La identidad simbólica de una nación no surge por generación espontánea. Tampoco se resuelve con gestos aislados ni con repeticiones escolares vacías.Requiere una voluntad concertada, una visión compartida, una política sostenida que entienda que, sin símbolos, no hay cohesión social, ni marca país legítima, ni diplomacia cultural verdadera —y lo anterior aplica también a los gobiernos locales y sus autoridades, que en muchos casos sufren de una miopía cultural devastadora—.

Es aquí donde surge una oportunidad histórica: la construcción simbólica de una nación no es una tarea solitaria ni un acto individual.Es una causa colectiva que requiere del talento de los creadores y del acompañamiento activo de las instituciones.

Hoy, Panamá cuenta con actores institucionales que podrían asumir ese liderazgo con visión:

  • La Autoridad de Turismo, que ha sabido posicionar nuestras bellezas naturales, debe impulsar también nuestros relatos culturales.

  • El Ministerio de Cultura, que ha fortalecido notablemente la infraestructura y la gestión cultural per se, debe dar ahora un paso decisivo hacia la narrativa simbólica nacional.

  • El Despacho de la Primera Dama, con su capacidad de conectar lo emocional con lo institucional, tiene el poder de liderar y convocar esta causa con sensibilidad y autoridad moral.

Juntos, estos tres organismos pueden tejer el mapa simbólico que aún nos falta: uno donde la indumentaria tradicional, los ritmos autóctonos, los personajes históricos, las lenguas originarias y los referentes populares encuentren un lugar digno, vigente y proyectable al mundo.

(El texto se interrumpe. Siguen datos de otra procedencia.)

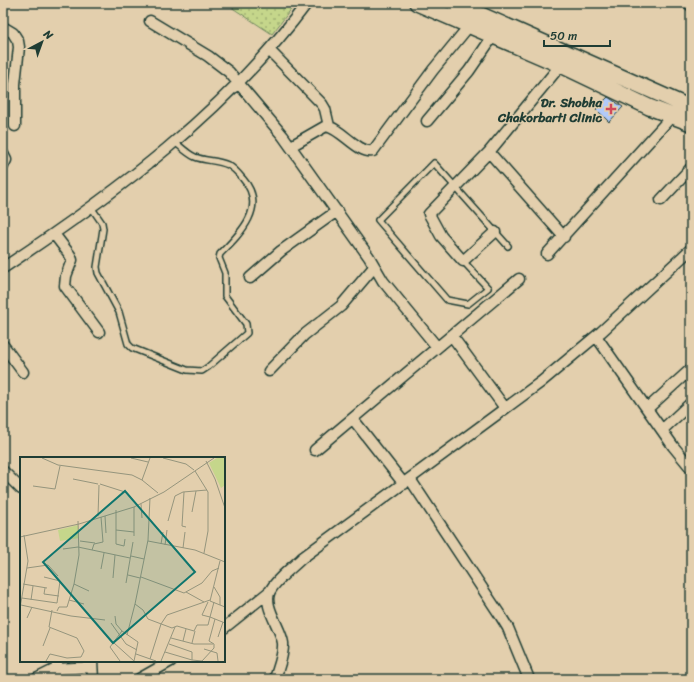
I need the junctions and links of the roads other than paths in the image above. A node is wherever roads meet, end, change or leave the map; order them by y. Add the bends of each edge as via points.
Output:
1 (307, 3) edge
2 (417, 3) edge
3 (689, 3) edge
4 (459, 4) edge
5 (691, 6) edge
6 (150, 21) dead end
7 (469, 26) junction
8 (3, 27) edge
9 (493, 36) junction
10 (269, 50) junction
11 (564, 60) junction
12 (238, 83) junction
13 (691, 108) edge
14 (671, 117) junction
15 (427, 121) dead end
16 (691, 123) edge
17 (15, 126) dead end
18 (329, 126) junction
19 (175, 142) junction
20 (291, 146) junction
21 (489, 152) junction
22 (3, 154) edge
23 (3, 166) edge
24 (691, 168) edge
25 (455, 186) junction
26 (661, 200) dead end
27 (91, 207) junction
28 (337, 211) junction
29 (495, 232) junction
30 (54, 234) junction
31 (564, 237) junction
32 (508, 246) dead end
33 (691, 248) edge
34 (547, 254) dead end
35 (463, 261) junction
36 (374, 267) junction
37 (3, 268) edge
38 (250, 278) dead end
39 (519, 279) dead end
40 (99, 332) dead end
41 (452, 336) junction
42 (596, 336) junction
43 (3, 345) edge
44 (437, 347) junction
45 (691, 368) edge
46 (269, 371) dead end
47 (23, 372) dead end
48 (691, 403) edge
49 (505, 408) junction
50 (647, 409) junction
51 (353, 418) junction
52 (662, 430) junction
53 (315, 450) dead end
54 (691, 468) edge
55 (3, 471) edge
56 (407, 481) junction
57 (20, 489) edge
58 (269, 592) junction
59 (225, 627) edge
60 (169, 662) edge
61 (92, 664) edge
62 (56, 670) edge
63 (36, 679) edge
64 (93, 679) edge
65 (139, 679) edge
66 (274, 679) edge
67 (529, 679) edge

1 - 10 street
2 - 7 main road
3 - 5 street
4 - 11 main road
6 - 12 street via 218,62
7 - 9 main road
7 - 18 street via 373,151 363,149
8 - 17 street via 12,32 19,47 15,84
9 - 11 main road
9 - 15 street via 469,71
10 - 12 street
10 - 18 street via 322,104
11 - 13 main road
11 - 14 main road
11 - 21 street
12 - 19 street
12 - 20 street
14 - 16 main road
14 - 31 street
18 - 20 street via 322,127
19 - 27 street
19 - 27 lane via 195,157 232,167 250,187 254,199 244,228 218,258 224,273 225,296 246,324 247,333 208,367 202,371 187,370 140,352 128,344 122,319 98,273 103,228
20 - 28 street
21 - 25 street
21 - 31 street
22 - 23 street via 6,160
24 - 26 street
25 - 29 lane
25 - 35 street via 430,212 430,217 441,236
25 - 35 lane via 434,163 378,220 447,300 468,304 488,288
27 - 30 street
28 - 36 street
28 - 38 street via 281,251
29 - 32 lane
29 - 35 street
30 - 37 street
30 - 40 street via 72,260 65,286
31 - 34 street
33 - 42 street
36 - 44 street
36 - 46 street via 341,306 304,335
39 - 41 street
41 - 44 street
41 - 49 street
42 - 49 street
42 - 50 street
43 - 47 street
44 - 51 street
45 - 50 street
48 - 52 street
49 - 56 street
50 - 52 street
51 - 53 street
51 - 56 street
52 - 54 street
55 - 57 street
56 - 58 street via 302,558
56 - 67 street via 500,615
58 - 59 street
58 - 66 street via 268,602 283,642 283,651
60 - 65 street
61 - 62 street
61 - 64 street
62 - 63 street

Y en ese contexto, convendría también reactivar la Comisión Nacional de Símbolos Patrios, que —en su momento— tuvo un sentido ceremonial, pero que hoy podría adquirir una misión renovada: dejar de ser solo custodio de protocolos y convertirse en un laboratorio creativo de identidad nacional.Una comisión reimaginada que no solo regule emblemas oficiales, sino que investigue, diseñe y proponga símbolos emergentes de la panameñidad contemporánea.Una instancia capaz de escuchar a los pueblos originarios, rescatar íconos urbanos, curar el archivo visual del país, trabajar con escuelas de arte, con sociólogos, lingüistas, diseñadores, y con quienes conocen la emoción colectiva desde adentro.

Porque si no somos nosotros quienes contemos nuestras historias, con toda seguridad otros lo harán, y quién sabe de qué manera.Y cuando eso ocurre, el relato pierde alma, y con ella, el sentido.

Panamá no necesita calcar íconos ajenos.Tiene los suyos: dormidos, dispersos, desatendidos… pero vivos.Solo hace falta decisión y visión para rescatarlos.

Porque solo lo que se simboliza, se recuerda.Y solo lo que se recuerda, existe.

Escritor, cronista y gestor cultural panameño.